* EXTRACTED MATERIAL
__________

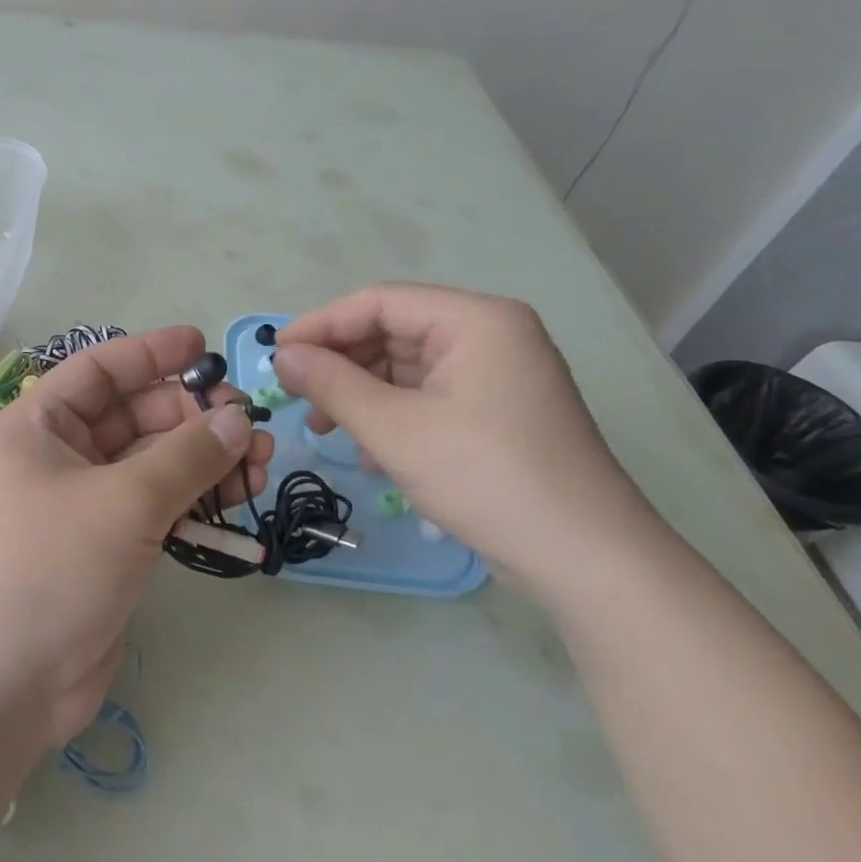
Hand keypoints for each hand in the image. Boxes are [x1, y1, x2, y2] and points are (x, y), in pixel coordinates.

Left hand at [0, 327, 274, 753]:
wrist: (0, 685)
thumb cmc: (48, 568)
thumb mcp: (122, 502)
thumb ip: (186, 456)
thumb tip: (239, 418)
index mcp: (40, 425)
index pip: (100, 369)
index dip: (152, 353)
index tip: (206, 348)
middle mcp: (59, 457)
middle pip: (135, 416)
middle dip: (193, 415)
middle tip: (251, 424)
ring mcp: (84, 505)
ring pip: (154, 464)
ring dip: (205, 459)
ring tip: (260, 462)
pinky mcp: (108, 549)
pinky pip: (159, 507)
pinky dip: (196, 500)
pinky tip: (238, 499)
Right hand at [273, 284, 661, 603]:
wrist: (585, 559)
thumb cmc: (486, 477)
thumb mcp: (395, 429)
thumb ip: (332, 384)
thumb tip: (282, 355)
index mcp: (476, 320)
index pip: (380, 302)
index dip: (321, 325)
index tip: (275, 356)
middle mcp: (490, 336)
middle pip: (393, 332)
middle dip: (340, 364)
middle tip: (296, 397)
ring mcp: (497, 376)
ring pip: (406, 369)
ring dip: (360, 395)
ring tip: (324, 430)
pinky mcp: (497, 413)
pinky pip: (428, 398)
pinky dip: (391, 417)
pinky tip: (368, 455)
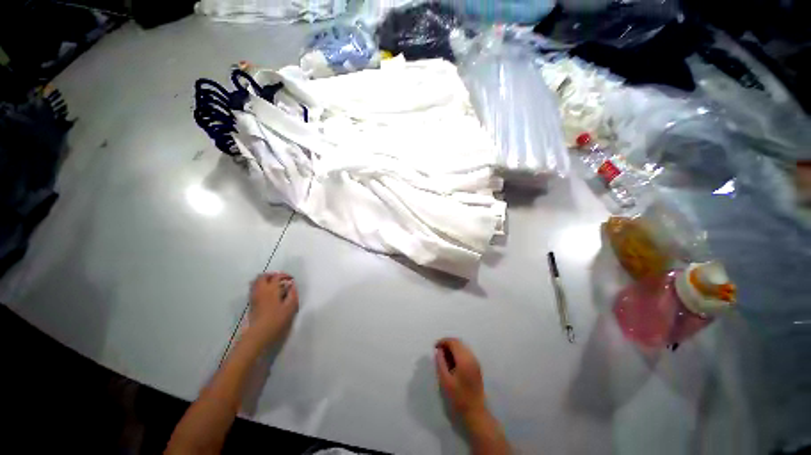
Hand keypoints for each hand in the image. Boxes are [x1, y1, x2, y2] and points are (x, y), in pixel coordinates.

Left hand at [247, 272, 298, 345]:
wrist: (259, 334)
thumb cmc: (277, 320)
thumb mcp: (291, 307)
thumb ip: (293, 293)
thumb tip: (292, 285)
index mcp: (271, 289)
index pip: (277, 276)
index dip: (285, 275)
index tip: (292, 279)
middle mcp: (261, 290)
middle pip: (263, 276)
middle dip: (272, 275)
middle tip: (281, 279)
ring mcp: (254, 296)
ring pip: (256, 282)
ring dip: (265, 280)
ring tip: (275, 285)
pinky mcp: (251, 303)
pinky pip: (254, 289)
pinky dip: (261, 287)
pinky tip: (269, 294)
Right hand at [435, 338, 487, 420]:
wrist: (475, 412)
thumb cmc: (458, 398)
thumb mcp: (445, 381)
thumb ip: (440, 363)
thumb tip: (439, 351)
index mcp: (464, 360)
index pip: (453, 342)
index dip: (443, 341)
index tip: (435, 347)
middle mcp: (472, 357)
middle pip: (458, 342)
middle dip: (447, 344)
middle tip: (438, 351)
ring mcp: (476, 362)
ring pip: (462, 347)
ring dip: (452, 348)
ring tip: (443, 357)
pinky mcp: (476, 366)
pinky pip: (466, 353)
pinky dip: (457, 353)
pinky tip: (451, 362)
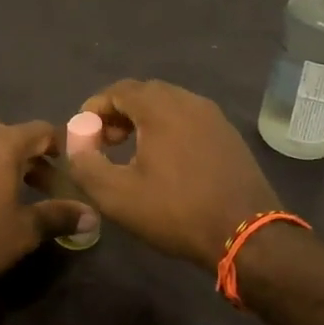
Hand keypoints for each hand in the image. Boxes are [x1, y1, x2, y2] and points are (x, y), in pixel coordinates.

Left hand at [0, 119, 96, 289]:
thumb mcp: (26, 230)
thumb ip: (60, 216)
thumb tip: (92, 215)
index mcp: (6, 142)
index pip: (42, 131)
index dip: (59, 148)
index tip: (67, 171)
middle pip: (13, 136)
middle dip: (30, 158)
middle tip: (43, 189)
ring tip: (6, 182)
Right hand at [67, 79, 280, 269]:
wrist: (247, 234)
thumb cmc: (177, 211)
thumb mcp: (117, 196)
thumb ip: (86, 165)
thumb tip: (76, 144)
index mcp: (161, 108)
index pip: (119, 89)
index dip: (95, 107)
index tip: (83, 133)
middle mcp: (189, 101)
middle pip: (145, 93)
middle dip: (119, 112)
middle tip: (106, 142)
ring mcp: (214, 117)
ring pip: (169, 105)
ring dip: (145, 120)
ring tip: (133, 151)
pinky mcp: (229, 135)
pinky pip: (190, 119)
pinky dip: (169, 128)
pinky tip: (166, 161)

__________

* PROBLEM STATEMENT
Print every record exactly without the images.

* RESPONSE BELOW
Hand keypoints for each hand in the image. Boxes are [x1, y1, x2, y2] and points are (x, y), in pixel coordinates.

Left hand at [0, 327, 274, 753]:
wrist: (0, 685)
thumb cmc: (48, 568)
thumb mcp: (122, 502)
thumb ip: (186, 456)
thumb tip: (239, 418)
index mcp: (40, 425)
index pip: (100, 369)
index dip: (152, 353)
index tip: (206, 348)
middle mcp: (59, 457)
middle pip: (135, 416)
middle dip: (193, 415)
middle tip: (251, 424)
ring mcp: (84, 505)
ring pip: (154, 464)
ring dip: (205, 459)
ring tip: (260, 462)
pinky mcp: (108, 549)
pinky pip: (159, 507)
pinky dip: (196, 500)
pinky tip: (238, 499)
Right hand at [273, 284, 661, 603]:
wrist: (585, 559)
thumb cmc: (486, 477)
thumb mcp: (395, 429)
thumb ip: (332, 384)
thumb tip: (282, 355)
index mcp: (476, 320)
index pip: (380, 302)
index dip: (321, 325)
index tip: (275, 356)
middle mcp: (490, 336)
middle pip: (393, 332)
middle dip: (340, 364)
middle tip: (296, 397)
ring mcp: (497, 376)
ring pip: (406, 369)
ring dip: (360, 395)
ring tip: (324, 430)
pinky mcp: (497, 413)
pinky pip: (428, 398)
pinky dip: (391, 417)
pinky tip: (368, 455)
Hand keypoints for each hand in the image. Boxes are [x1, y1, x2, y2] and points are (x, y), in pixel coordinates.

Left hand at [247, 272, 298, 345]:
wrist: (259, 334)
thumb cmc: (277, 320)
thumb mcp: (291, 307)
thumb ip: (293, 293)
thumb tip: (292, 285)
index mcp: (271, 289)
index pip: (277, 276)
index dip: (285, 275)
index tip: (292, 279)
middle mcp: (261, 290)
middle pip: (263, 276)
middle dip: (272, 275)
middle tip: (281, 279)
ring mcp: (254, 296)
ring pip: (256, 282)
ring dip: (265, 280)
ring tip: (275, 285)
pinky mcp: (251, 303)
pinky pip: (254, 289)
pinky dip: (261, 287)
pinky tip: (269, 294)
Right hand at [435, 338, 487, 420]:
wrist: (475, 412)
thumb cmc: (458, 398)
thumb mcp: (445, 381)
thumb ip: (440, 363)
thumb tip: (439, 351)
index mcp: (464, 360)
index pip: (453, 342)
index dip: (443, 341)
index tip: (435, 347)
middle mcp: (472, 357)
middle pip: (458, 342)
middle dip: (447, 344)
middle tip: (438, 351)
ring mcp: (476, 362)
ring pip: (462, 347)
ring dip: (452, 348)
ring tip: (443, 357)
pinky mcp: (476, 366)
pinky pip: (466, 353)
pinky dip: (457, 353)
pinky tip: (451, 362)
Hand keypoints for each hand in the image. Boxes are [x1, y1, x2, y2] and points are (x, y), in pixel coordinates.

Left hand at [0, 119, 96, 289]:
thumb mcp: (26, 230)
thumb ip: (60, 216)
thumb tip: (92, 215)
index mcp: (6, 142)
index pip: (42, 131)
index dip: (59, 148)
index tip: (67, 171)
middle pip: (13, 136)
middle dip: (30, 158)
middle tip: (43, 189)
ring tip: (6, 182)
Right hand at [67, 79, 280, 269]:
wrist: (247, 234)
thumb cmc: (177, 211)
thumb mcp: (117, 196)
thumb ip: (86, 165)
thumb tip: (76, 144)
index mcp: (161, 108)
index pip: (119, 89)
index dip: (95, 107)
index tip: (83, 133)
middle mcp: (189, 101)
middle pip: (145, 93)
middle dip: (119, 112)
middle tip: (106, 142)
ring mcp: (214, 117)
ring pip: (169, 105)
ring dip: (145, 120)
ring tip: (133, 151)
pinky mcp: (229, 135)
pinky pip: (190, 119)
pinky dip: (169, 128)
pinky tip: (166, 161)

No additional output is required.